Area, Time and Energy Efficient Multicore Hardware Accelerators for Extended Merkle Signature Scheme

This paper addresses a barrier that prevents the timely adoption of post-quantum signature algorithms, such as the eXtended Merkle Signature Scheme (XMSS), due to its lack of fast, cost-effective and energy-efficient hardware accelerators. Two new architectures that use more than one hash core are proposed for the first time to significantly reduce the latency of two bottleneck XMSS operations, namely key generation and signature generation, for which the speed of existing hardware accelerators is still apparently inadequate.

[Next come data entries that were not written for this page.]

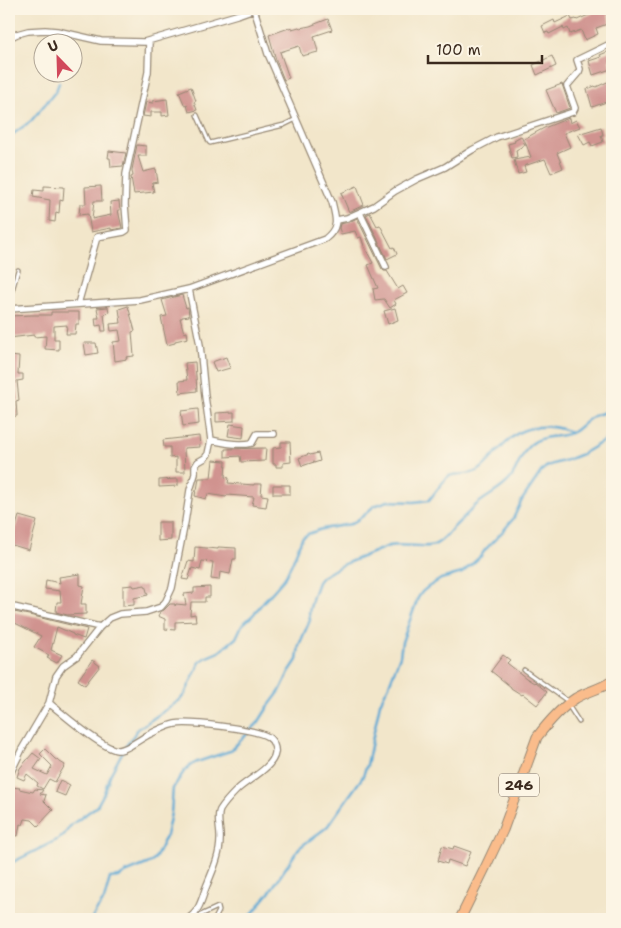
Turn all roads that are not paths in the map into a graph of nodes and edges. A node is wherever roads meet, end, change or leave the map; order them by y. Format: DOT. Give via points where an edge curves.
graph roads {
  1 [pos="254,9"];
  2 [pos="9,38"];
  3 [pos="149,41"];
  4 [pos="612,44"];
  5 [pos="197,115"];
  6 [pos="296,119"];
  7 [pos="360,213"];
  8 [pos="337,220"];
  9 [pos="386,267"];
  10 [pos="18,270"];
  11 [pos="189,289"];
  12 [pos="9,301"];
  13 [pos="78,304"];
  14 [pos="9,309"];
  15 [pos="274,434"];
  16 [pos="212,440"];
  17 [pos="9,606"];
  18 [pos="100,627"];
  19 [pos="524,670"];
  20 [pos="612,681"];
  21 [pos="49,702"];
  22 [pos="569,704"];
  23 [pos="579,722"];
  24 [pos="9,776"];
  25 [pos="188,919"];
  26 [pos="192,919"];
  27 [pos="214,919"];
  28 [pos="460,919"];
  1 -- 3 [label="street"];
  1 -- 6 [label="street" via="268,54"];
  2 -- 3 [label="street" via="28,31 45,30 102,41"];
  3 -- 13 [label="street" via="148,72 126,174 127,230 97,237"];
  4 -- 7 [label="street" via="577,60 579,72 567,86 575,108 573,112 497,137 394,191"];
  5 -- 6 [label="lane" via="208,142 213,143"];
  6 -- 8 [label="street"];
  7 -- 8 [label="street"];
  7 -- 9 [label="street"];
  8 -- 11 [label="street" via="332,234 324,239"];
  10 -- 12 [label="lane"];
  11 -- 13 [label="street" via="140,300"];
  11 -- 16 [label="street"];
  13 -- 14 [label="street"];
  15 -- 16 [label="street" via="257,434 248,444 225,444"];
  16 -- 18 [label="street" via="208,454 195,468 174,580 166,601 155,610 114,616"];
  17 -- 18 [label="street"];
  18 -- 21 [label="street" via="56,676"];
  19 -- 22 [label="lane"];
  20 -- 22 [label="main road, 246"];
  21 -- 24 [label="street"];
  21 -- 25 [label="street" via="82,730 117,750 125,749 165,727 184,723 257,733 274,743 275,753 271,762 238,789 220,811 217,858 199,907"];
  22 -- 23 [label="lane"];
  22 -- 28 [label="main road, 246" via="537,737 503,830"];
  26 -- 27 [label="lane" via="218,907"];
}
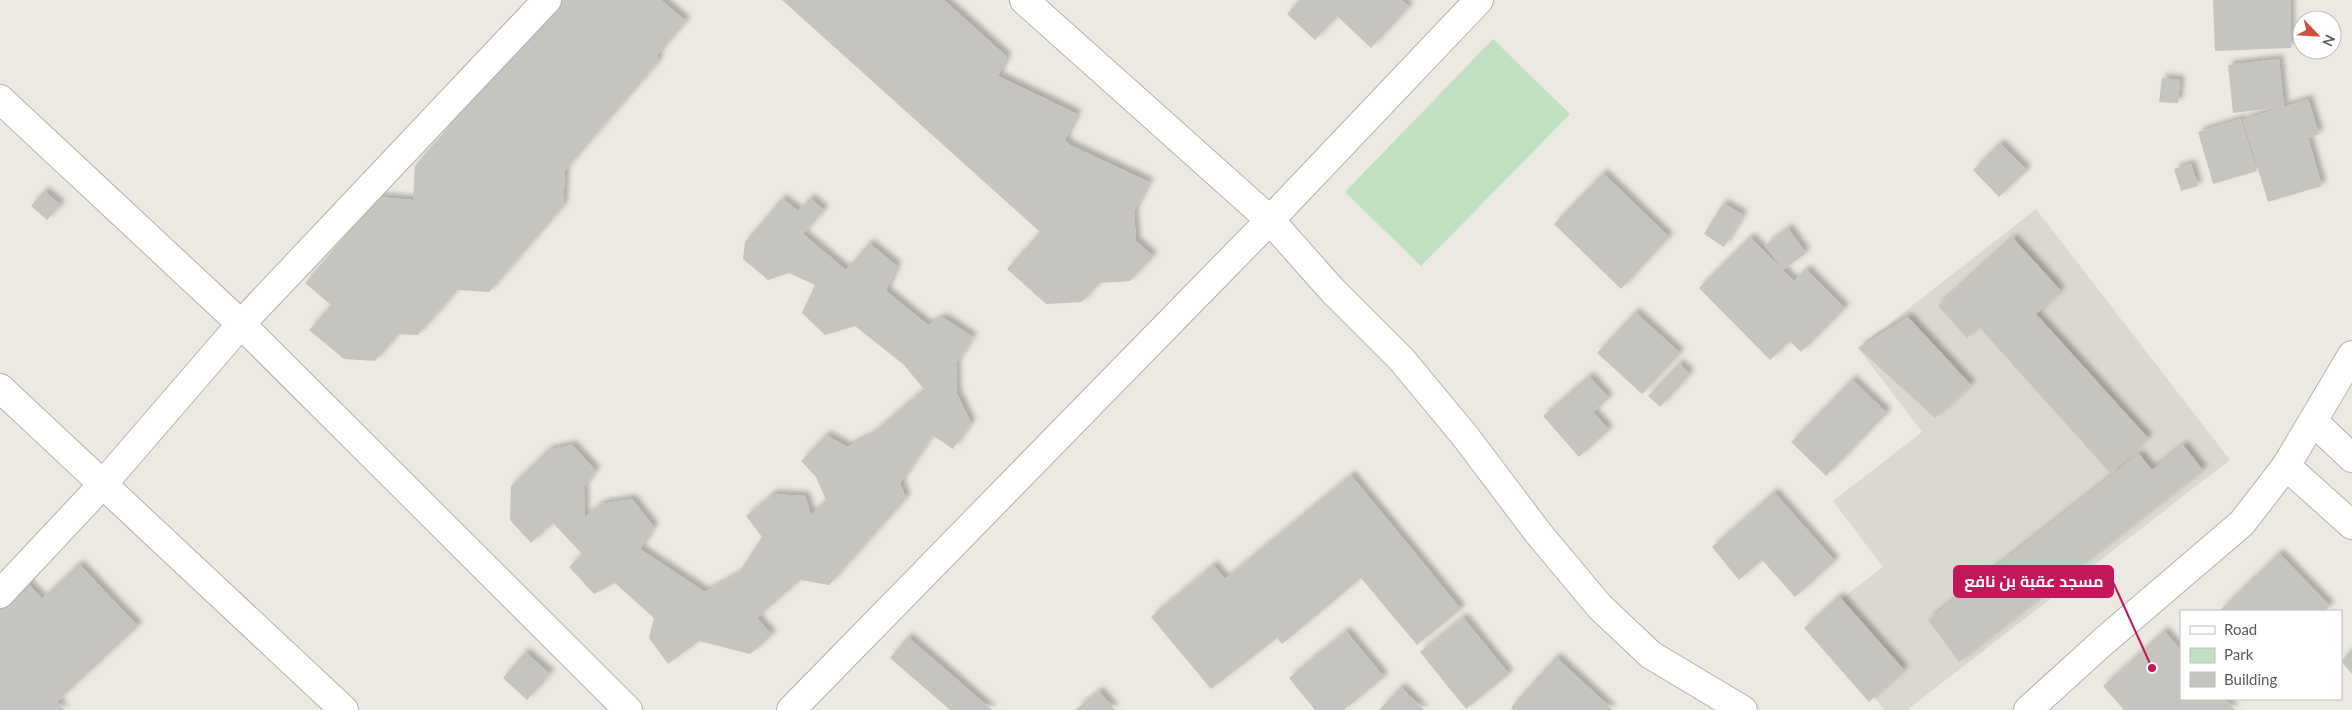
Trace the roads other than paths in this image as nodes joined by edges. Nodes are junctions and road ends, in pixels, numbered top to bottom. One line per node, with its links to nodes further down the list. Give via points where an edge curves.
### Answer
1 (547, 0): 6 (street)
2 (1024, 0): 5 (street)
3 (1479, 0): 5 (street)
4 (0, 99): 6 (street)
5 (1270, 220): 17 (street); 18 (street, via 1333,291 1402,360 1600,607 1651,655)
6 (241, 324): 12 (street); 16 (street)
7 (2352, 355): 9 (street)
8 (0, 388): 12 (street)
9 (2314, 422): 10 (street); 11 (street)
10 (2352, 458)
11 (2286, 466): 13 (street); 19 (street, via 2242,523)
12 (103, 484): 14 (street); 15 (street)
13 (2352, 525)
14 (0, 594)
15 (344, 710)
16 (628, 710)
17 (791, 710)
18 (1743, 710)
19 (2028, 710)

The first proposed multi-core design uses block RAM and a simplified data flow to maximize the use of $p$ hash cores concurrently in three major sequential stages of computation, i.e., Winternitz One-time Signature (WOTS), L-tree and Merkle tree. The second proposed multi-core design adds a dedicated hash core for tree hashing in the L-tree and Merkle tree while keeping the $p$ hash cores solely for chain hashing in WOTS. The dedicated hash core leapfrogs between the L-tree and Merkle tree and computes concurrently with the $p$ hash cores to keep the $p+1$ hash cores active most of the time while minimizing the storage requirement and energy consumption. Both designs are implemented on a 28 nm ATRIX-7 FPGA chip. Experimental results show that both proposed accelerators with $p=8$ operate at a much faster speed and consume significantly less hardware resources and energy than all existing XMSS accelerators. Specifically, they are $\sim$ 8 $\times$ and $\sim$ 6 $\times$ faster than the fastest reported design in key generation and signature generation operations, respectively.